BEIRUT (AP) — The U.N. and the Syrian Arab Red Crescent on Wednesday completed a desperately needed aid delivery to displaced Syrians in a remote desert camp near the border with Jordan.

Fadwa Abed Rabbou Baroud, of the U.N. Office of the Resident Coordinator, said the delivery to the Rukban camp included a month’s worth of food, as well as medicine, clothes and vaccinations.

Nearly 50,000 people are stranded in the desert and had received no aid since January. At least four people have died in the past month due to malnutrition and extremely limited access to medical care.
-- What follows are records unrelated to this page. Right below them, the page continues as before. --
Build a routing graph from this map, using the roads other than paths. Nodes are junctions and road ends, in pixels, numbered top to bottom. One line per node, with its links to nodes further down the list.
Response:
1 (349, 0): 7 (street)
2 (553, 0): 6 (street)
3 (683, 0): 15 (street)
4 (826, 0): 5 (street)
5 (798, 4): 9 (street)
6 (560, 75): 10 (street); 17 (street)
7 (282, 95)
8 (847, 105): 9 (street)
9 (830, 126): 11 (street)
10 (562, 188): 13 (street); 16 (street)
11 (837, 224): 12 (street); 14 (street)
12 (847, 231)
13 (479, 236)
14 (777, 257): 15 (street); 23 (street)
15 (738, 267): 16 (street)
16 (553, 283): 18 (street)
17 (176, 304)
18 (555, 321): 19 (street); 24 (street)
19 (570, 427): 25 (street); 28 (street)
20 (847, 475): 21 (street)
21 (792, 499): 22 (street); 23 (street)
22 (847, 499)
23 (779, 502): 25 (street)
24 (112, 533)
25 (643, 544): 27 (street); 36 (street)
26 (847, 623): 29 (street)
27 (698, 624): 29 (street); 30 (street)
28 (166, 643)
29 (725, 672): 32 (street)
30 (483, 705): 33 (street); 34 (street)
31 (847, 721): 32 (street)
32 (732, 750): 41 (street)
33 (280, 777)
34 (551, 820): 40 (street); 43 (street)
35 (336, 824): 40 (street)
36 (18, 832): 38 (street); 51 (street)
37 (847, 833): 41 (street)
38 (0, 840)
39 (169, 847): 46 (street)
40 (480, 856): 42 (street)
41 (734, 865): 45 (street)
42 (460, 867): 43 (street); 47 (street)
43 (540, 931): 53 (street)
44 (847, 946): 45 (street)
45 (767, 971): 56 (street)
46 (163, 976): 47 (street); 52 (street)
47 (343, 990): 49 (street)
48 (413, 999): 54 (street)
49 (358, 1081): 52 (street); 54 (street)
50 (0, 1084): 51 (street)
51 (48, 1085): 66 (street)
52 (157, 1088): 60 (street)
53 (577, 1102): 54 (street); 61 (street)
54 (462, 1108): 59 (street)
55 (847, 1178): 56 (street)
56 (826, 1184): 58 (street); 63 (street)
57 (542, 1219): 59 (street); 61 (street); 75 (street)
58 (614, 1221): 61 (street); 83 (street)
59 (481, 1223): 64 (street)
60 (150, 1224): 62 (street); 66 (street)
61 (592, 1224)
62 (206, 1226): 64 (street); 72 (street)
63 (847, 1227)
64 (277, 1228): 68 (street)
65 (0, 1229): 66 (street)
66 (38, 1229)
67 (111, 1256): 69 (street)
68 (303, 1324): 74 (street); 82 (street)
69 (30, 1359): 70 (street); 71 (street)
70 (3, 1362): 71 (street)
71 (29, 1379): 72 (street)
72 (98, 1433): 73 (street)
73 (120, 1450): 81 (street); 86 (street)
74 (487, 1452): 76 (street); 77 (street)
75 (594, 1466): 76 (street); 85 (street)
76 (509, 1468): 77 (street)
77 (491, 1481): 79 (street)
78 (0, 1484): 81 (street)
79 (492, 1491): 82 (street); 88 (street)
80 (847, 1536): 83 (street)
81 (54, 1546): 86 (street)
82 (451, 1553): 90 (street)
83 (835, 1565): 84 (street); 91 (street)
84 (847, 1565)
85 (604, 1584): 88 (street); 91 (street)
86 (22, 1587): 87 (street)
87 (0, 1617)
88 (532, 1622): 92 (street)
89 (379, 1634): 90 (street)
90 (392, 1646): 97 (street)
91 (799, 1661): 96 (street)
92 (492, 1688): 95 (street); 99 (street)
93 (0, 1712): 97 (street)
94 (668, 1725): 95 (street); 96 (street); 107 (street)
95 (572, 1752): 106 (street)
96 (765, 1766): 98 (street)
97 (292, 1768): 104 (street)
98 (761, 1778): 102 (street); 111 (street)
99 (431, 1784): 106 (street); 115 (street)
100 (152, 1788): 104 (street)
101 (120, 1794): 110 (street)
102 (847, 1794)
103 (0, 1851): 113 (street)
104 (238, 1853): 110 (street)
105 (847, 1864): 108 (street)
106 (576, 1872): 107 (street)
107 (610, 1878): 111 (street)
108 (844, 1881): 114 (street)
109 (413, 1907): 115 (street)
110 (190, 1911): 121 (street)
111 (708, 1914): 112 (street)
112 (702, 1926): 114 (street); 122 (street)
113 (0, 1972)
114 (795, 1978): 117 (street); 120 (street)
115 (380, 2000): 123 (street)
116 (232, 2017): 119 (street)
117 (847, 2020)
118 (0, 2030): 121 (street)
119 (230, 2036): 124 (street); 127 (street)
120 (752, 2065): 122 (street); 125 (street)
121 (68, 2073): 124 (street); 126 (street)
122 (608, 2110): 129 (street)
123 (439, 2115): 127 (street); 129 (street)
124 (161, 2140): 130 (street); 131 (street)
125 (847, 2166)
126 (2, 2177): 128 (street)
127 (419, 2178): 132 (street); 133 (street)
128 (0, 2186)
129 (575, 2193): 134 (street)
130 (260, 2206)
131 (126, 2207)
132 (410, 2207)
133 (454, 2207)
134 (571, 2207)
The Syrian government and its ally Russia have blamed U.S. troops stationed nearby for failing to provide security for aid shipments, allegations denied by the Americans. Jordan closed the border over security concerns.

Also on Wednesday, a Palestinian official said Syrian President Bashar Assad has instructed the government to start taking measures for the return of civilians to the refugee camp of Yarmouk in the capital Damascus.

Yarmouk, the largest refugee camp and once a home to tens of thousands, suffered massive destruction during the seven-year conflict and hardly a building is not damaged in the sprawling camp south of Damascus. Until earlier this year, large parts of it were controlled by the Islamic State group and al-Qaida-linked fighters.

Khaled Abdul-Majid, secretary of the follow-up committee of the Damascus-based allied Palestinian factions, told The Associated Press that the decision reflects the Syrian government’s commitment to support the Palestinian cause.

Abdul-Majid said that he was informed of the decision on Monday, noting that there were around 200,000 Palestinians in the camp before the crisis, in addition to around 1 million Syrians who were settling in and around the camp.

He said the reconstruction process would be fulfilled by the Syrian government, the Palestinian Authority, other Palestinian groups and Palestinian businessmen.

Abdul-Majid stressed that several neighborhoods in the camp, about 40 percent of it, are still habitable, adding that around 40 percent of the camp needs to be restored and 20 percent is totally destroyed.

He indicated that around 160,000 Palestinians left Syria during the crisis out of 650,000, who were residing in camps nationwide.